Wright’s theatrics, however, are a confusing offering. He’s never been afraid to overload the shot, adding a touch of the Brechtian to even the most realist of concepts. Despite not being Italian, I can see why he would have been considered an ideal choice for a Mussolini drama. When his stuff works, it’s because of its grandeur and blend of the surreal and grounded. It makes sense for a story about the rise of the right wing, led by a showman who knew the power of propaganda, to play within those structures. Certainly, M is never boring. It’s speedily cut, dramatically edited, and doesn’t stop to take a breath. Mussolini has a dream that’s shown in the form of a puppet show, for example. There’s no shortage of ideas. Wright told The Guardian that he wanted to seduce the viewer and be swept up by Mussolini’s reign of terror because ‘To demonize these characters absolves us of moral responsibility and I think that’s really, really dangerous.’ Sure, but at what point do you just seem a bit too impressed with your own flair?

There’s merit to his idea, to show how nobody is immune to these ideas or scare tactics. I merely wonder if Wright sees much of a difference between conveying that appeal and reveling in it. In the scenes of horrific violence inflicted by fascist goons, the blood spray and furiously edited cuts evoke a John Wick movie. The score, provided by Tom Rowlands of The Chemical Brothers, is full of modern techno dance beats accompanying such brutality, which only further fetishizes it. At the Q&A following the screening, Wright said he didn’t want the music to sound old-fashioned, but the most effective moments of song in these episodes were the fascist chants that showed the growing movement and its increasing devotion to Mussolini. The rest just becomes distracting, more like a music video than anything else.

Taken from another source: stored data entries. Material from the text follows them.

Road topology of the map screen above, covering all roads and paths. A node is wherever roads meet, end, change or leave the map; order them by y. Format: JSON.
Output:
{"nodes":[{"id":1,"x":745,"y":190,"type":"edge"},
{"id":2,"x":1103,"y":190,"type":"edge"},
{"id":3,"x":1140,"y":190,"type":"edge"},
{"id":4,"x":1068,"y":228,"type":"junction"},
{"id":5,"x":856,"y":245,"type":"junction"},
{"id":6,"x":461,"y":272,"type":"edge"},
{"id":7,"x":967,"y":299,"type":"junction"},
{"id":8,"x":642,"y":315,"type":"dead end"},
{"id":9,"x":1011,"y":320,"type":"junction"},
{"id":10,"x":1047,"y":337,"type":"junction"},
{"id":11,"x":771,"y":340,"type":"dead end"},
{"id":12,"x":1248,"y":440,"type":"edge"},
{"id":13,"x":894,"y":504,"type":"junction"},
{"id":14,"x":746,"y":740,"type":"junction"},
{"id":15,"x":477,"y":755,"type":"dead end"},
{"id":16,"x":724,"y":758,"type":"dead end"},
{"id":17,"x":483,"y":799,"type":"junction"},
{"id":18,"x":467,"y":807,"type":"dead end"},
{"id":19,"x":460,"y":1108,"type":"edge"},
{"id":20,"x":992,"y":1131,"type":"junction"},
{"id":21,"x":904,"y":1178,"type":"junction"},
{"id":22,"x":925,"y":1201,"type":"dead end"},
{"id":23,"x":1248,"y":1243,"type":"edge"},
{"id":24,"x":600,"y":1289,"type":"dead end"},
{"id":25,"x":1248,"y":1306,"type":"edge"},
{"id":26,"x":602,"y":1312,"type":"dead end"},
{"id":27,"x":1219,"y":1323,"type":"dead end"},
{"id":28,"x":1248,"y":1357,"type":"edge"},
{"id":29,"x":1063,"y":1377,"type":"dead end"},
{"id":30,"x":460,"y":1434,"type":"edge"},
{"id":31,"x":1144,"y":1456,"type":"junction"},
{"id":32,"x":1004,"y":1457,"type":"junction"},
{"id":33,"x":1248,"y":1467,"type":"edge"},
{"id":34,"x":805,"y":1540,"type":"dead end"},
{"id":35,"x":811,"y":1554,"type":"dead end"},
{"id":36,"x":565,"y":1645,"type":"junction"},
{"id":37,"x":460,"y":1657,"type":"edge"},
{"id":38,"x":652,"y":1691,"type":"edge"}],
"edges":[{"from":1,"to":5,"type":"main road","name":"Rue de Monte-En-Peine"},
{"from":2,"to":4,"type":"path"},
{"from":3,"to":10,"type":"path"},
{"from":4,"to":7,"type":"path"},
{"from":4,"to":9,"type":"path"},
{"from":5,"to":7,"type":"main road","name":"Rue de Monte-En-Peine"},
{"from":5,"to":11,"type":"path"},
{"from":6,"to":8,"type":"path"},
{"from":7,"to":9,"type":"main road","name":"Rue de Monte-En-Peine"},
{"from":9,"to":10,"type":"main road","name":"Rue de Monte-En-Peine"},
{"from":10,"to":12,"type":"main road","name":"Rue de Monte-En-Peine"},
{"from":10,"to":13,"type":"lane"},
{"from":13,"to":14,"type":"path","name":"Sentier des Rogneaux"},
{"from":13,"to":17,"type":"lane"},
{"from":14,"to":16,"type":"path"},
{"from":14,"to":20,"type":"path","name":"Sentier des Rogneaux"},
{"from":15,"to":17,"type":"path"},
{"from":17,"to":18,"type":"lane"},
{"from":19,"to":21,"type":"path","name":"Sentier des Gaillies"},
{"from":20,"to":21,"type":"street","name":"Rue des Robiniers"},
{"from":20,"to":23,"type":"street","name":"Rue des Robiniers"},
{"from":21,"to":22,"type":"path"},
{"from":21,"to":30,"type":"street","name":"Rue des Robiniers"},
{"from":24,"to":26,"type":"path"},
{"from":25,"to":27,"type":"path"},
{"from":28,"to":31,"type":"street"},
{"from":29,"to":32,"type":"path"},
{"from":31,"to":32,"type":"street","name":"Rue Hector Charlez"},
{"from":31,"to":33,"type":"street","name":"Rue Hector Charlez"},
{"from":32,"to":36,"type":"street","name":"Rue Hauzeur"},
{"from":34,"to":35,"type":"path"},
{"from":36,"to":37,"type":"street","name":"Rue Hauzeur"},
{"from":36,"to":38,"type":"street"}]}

This has long been my problem with Wright. When he has nobody pulling on the reins, he becomes so enamoured with his endless flourishes that story and character don’t matter. Cyrano is gorgeous to look at but it doesn’t work as a musical because the songs clearly came second to his aesthetic. With M. Son of the Century, he sees his agenda as being one of style and substance in harmony, but the former keeps winning out. Perhaps this pays off brilliantly in later episodes. I am very interested to see how this show goes because, despite it all, I was never bored. I didn’t have time to be. There was too much going on. Yes, we’re caught up in this fascistic rot but mostly because filmmaking this saturated has little room for introspection.

I hope that later episodes build on the brief moments we get where the mask falls off. Mussolini’s wife Rachele (Benedetta Cimatti) is the only other person who gets to break the fourth wall and tell their story, and the smile on her face when she all but admits that her husband raped her is gut-wrenching. Even his family is trapped by his myth. And then there’s Margherita Sarfatti (Barbara Chichiarelli), his mistress, a Jewish socialite who is as devoted to his politics as his you-know-what.

Something this dazzlingly made can never truly be called bad but M. Son of the Century is a case of too many tropes spoiling the point. Wright said that he wanted to ‘build that empathy and then to pull the rug out and say ‘Wait a minute, do you realise what you’re engaging with?” Sure, Joe, but I have to ask: when you use the same tricks as every other Hollywood filmmaker to make violence look cool but say it’s actually a commentary on that, do you know what you’re creating?

M. Son of the Century had its North American premiere at the 2024 Toronto International Film Festival. It will premiere on Sky Atlantic in the UK in 2025. It currently does not have an American release date.